What Is SEO? The Complete SEO Guide for Beginners

What Is SEO? The Complete SEO Guide for Beginners

Search engine optimization (SEO) is the process of improving the quality and quantity of website traffic to a website or a web page from search engines. SEO targets unpaid traffic (known as "natural" or "organic" results) rather than direct traffic or paid traffic. Unpaid traffic may originate from different kinds of searches, including image search, video search, academic search, news search, and industry-specific vertical search engines.

As an Internet marketing strategy, SEO considers how search engines work, the computer-programmed algorithms that dictate search engine behavior, what people search for, the actual search terms or keywords typed into search engines, and which search engines are preferred by their targeted audience. SEO is performed because a website will receive more visitors from a search engine when websites rank higher on the search engine results page (SERP). These visitors can then potentially be converted into customers.

    Getting Indexed

    The leading search engines, such as Google, Bing and Yahoo!, use crawlers to find pages for their algorithmic search results. Pages that are linked from other search engine indexed pages do not need to be submitted because they are found automatically. The Yahoo! Directory and DMOZ, two major directories which closed in 2014 and 2017 respectively, both required manual submission and human editorial review. Google offers Google Search Console, for which an XML Sitemap feed can be created and submitted for free to ensure that all pages are found, especially pages that are not discoverable by automatically following links in addition to their URL submission console. Yahoo! formerly operated a paid submission service that guaranteed crawling for a cost per click; however, this practice was discontinued in 2009.

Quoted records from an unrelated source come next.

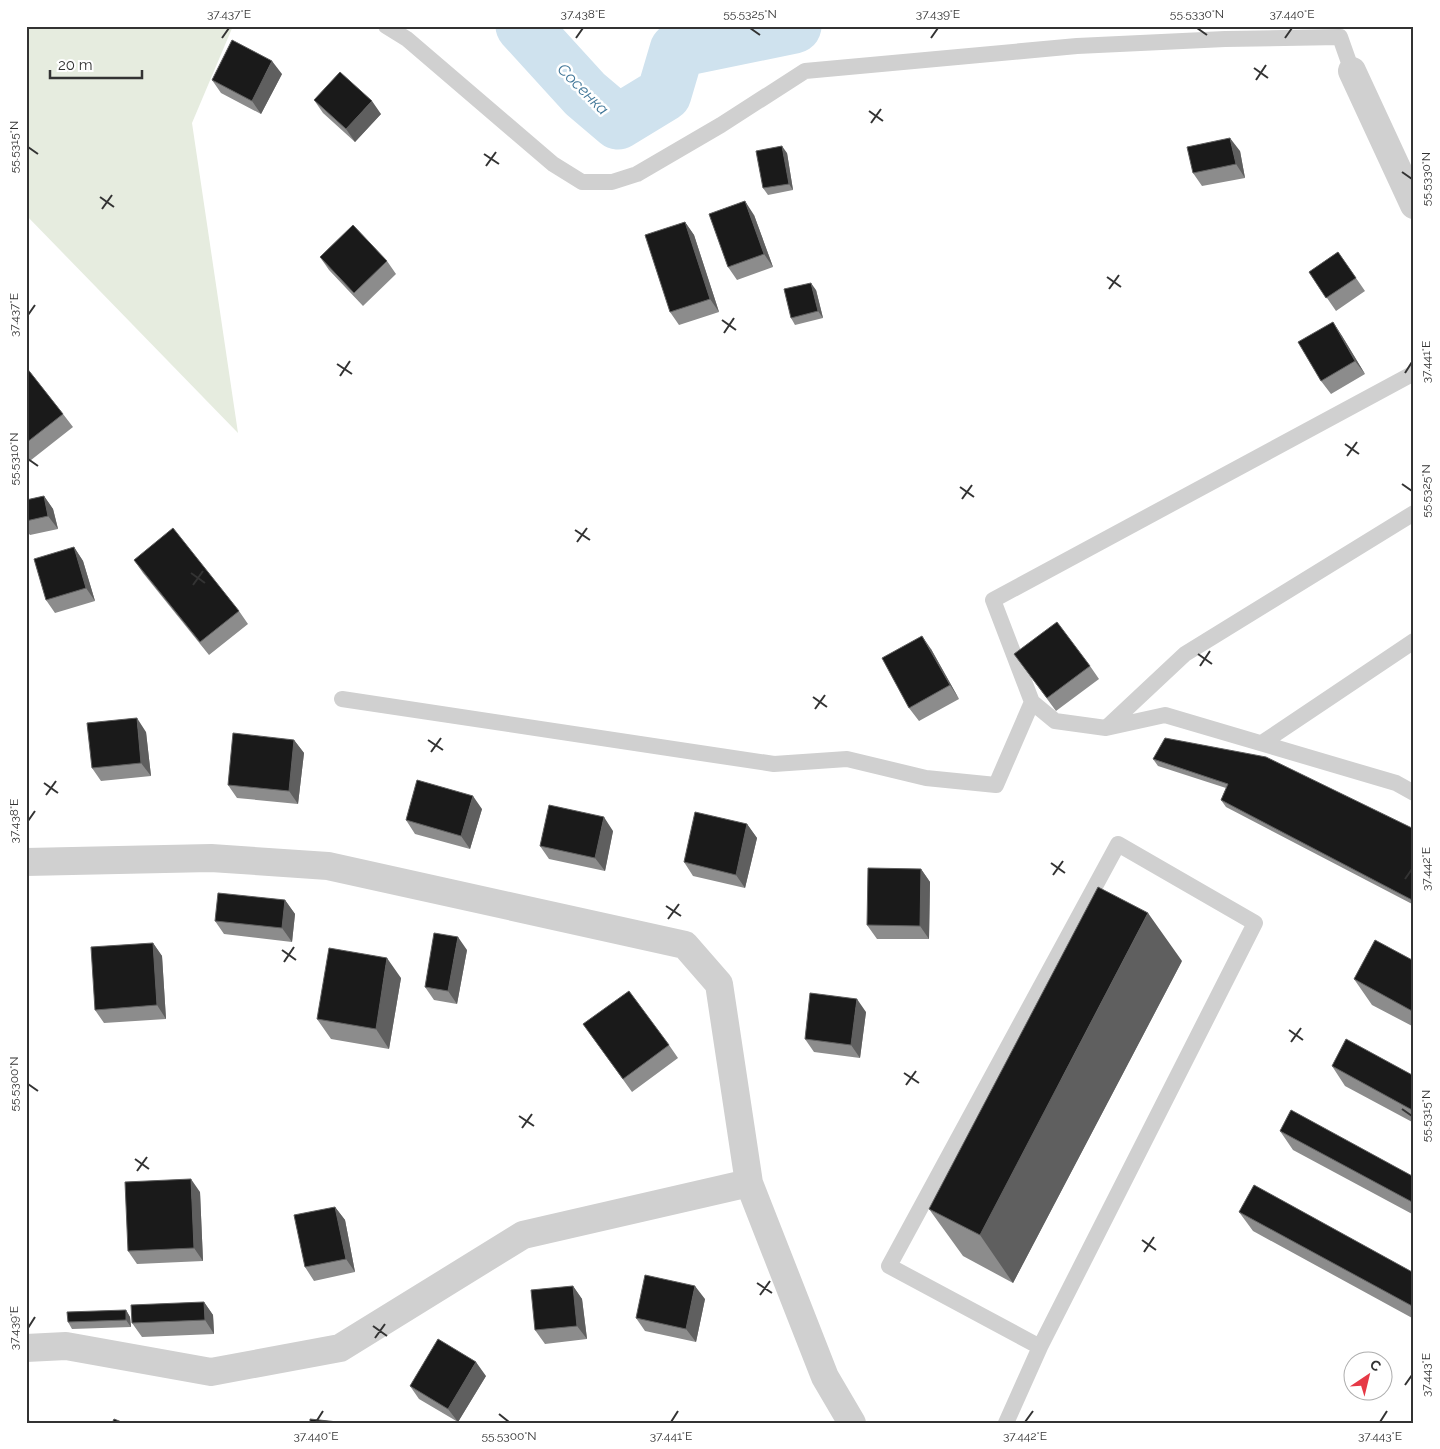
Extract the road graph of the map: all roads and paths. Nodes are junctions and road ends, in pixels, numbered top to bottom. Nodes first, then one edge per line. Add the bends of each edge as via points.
1 (386, 26) edge
2 (1352, 71) joint
3 (1414, 205) edge
4 (1414, 373) edge
5 (1414, 513) edge
6 (1414, 642) edge
7 (342, 699) dead end
8 (1032, 702) junction
9 (1106, 728) junction
10 (1262, 743) junction
11 (1414, 793) edge
12 (26, 862) edge
13 (749, 1183) junction
14 (1040, 1347) junction
15 (26, 1348) edge
16 (852, 1423) edge
17 (1006, 1423) edge

1 - 2 lane via 407,39 553,164 582,182 612,182 637,174 806,71 1077,46 1340,37
2 - 3 street
4 - 8 lane via 993,600
5 - 9 lane via 1185,654
6 - 10 lane
7 - 8 lane via 774,764 847,759 926,778 996,785
8 - 9 lane via 1055,721
9 - 10 lane via 1165,715
10 - 11 lane via 1396,783
12 - 13 street via 211,858 328,866 686,945 719,984
13 - 15 street via 523,1235 340,1348 212,1372 66,1346
13 - 16 street via 825,1377
14 - 14 lane via 889,1266 1118,844 1255,923
14 - 17 lane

    Search engine crawlers may look at a number of different factors when crawling a site. Not every page is indexed by the search engines. The distance of pages from the root directory of a site may also be a factor in whether or not pages get crawled.

    Today, most people are searching on Google using a mobile device.In November 2016, Google announced a major change to the way crawling websites and started to make their index mobile-first, which means the mobile version of a given website becomes the starting point for what Google includes in their index. In May 2019, Google updated the rendering engine of their crawler to be the latest version of Chromium (74 at the time of the announcement). Google indicated that they would regularly update the Chromium rendering engine to the latest version. In December 2019, Google began updating the User-Agent string of their crawler to reflect the latest Chrome version used by their rendering service. The delay was to allow webmasters time to update their code that responded to particular bot User-Agent strings. Google ran evaluations and felt confident the impact would be minor.

    On-Page SEO

    On-page SEO, or commonly termed as “on-site SEO,” refers to the practice of optimizing web pages and content for the users and search engines to boost ranking and generate website traffic. In other words, it refers to the elements and attributes inside of a website, such as content, HTML, system, CSS, and internal links.

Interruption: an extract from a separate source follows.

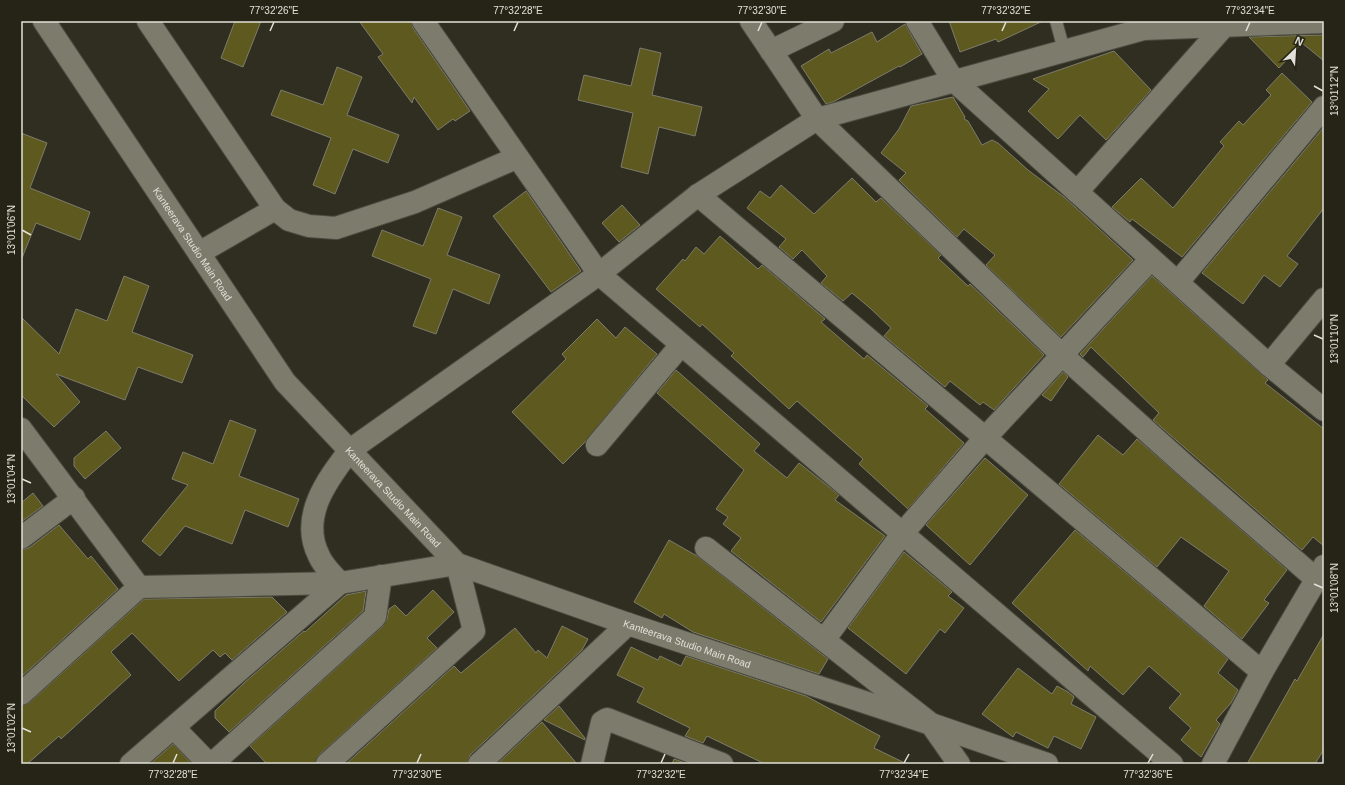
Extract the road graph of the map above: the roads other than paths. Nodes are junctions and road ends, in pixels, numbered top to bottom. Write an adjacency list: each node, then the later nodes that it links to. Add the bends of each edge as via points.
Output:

    On-page SEO is still a predominant strategy practiced by web owners and web development agencies because of its essence in ranking website through content and boost online visibility through keywords in which Google uses to index websites and rank accordingly. In fact, Google’s own “How Search Works” reported that, “The most basic signal that information is relevant is when a web page contains the same keyword as the search query. If those keywords appear on the page, or if they appear in the headings or body of the text, the information is more likely to be relevant.”

    Off-Page-SEO

    Off-page SEO refers to the elements and attributes outside of a website that increases online engagement and vital in attracting potential customers. It focuses mainly on link building strategy, social media integration, and local SEO.

    Off-page is the complete opposite of on-page SEO, but it also has the same level of relevance - one cannot work without the other. It’s one of the best ways to provide a relevant result to the users and earn back links from another website to boost credibility. Since the focus of off-page SEO is the outside activities of a website, it’s expected that one’s ranking will increase as well as the page rank. It also utilizes the presence of social media platforms that can effectively increase engagement and exposure that is a great way to establish brand awareness and trustworthiness.

    Importance oF SEO

    SEO has become an important part of marketing campaigns run by businesses to find customers online because 65% of the people who search for something don't look beyond the 5th result of the search engine's results page. Many companies use SEO companies to do the work for them because it takes too much time to do themselves.

    Search engine companies like Google, Yahoo, Bing are careful to watch that spam does not affect their search engine results pages by adding filters such as Google's PageRank. These filters are known as algorithms.

    Most people do not need to pay for search engine optimization services because usually a website is supposed to show up on the search engines over time anyway. But some online shopping websites may want to show up sooner, and so they pay for search engine optimization from companies that provide it.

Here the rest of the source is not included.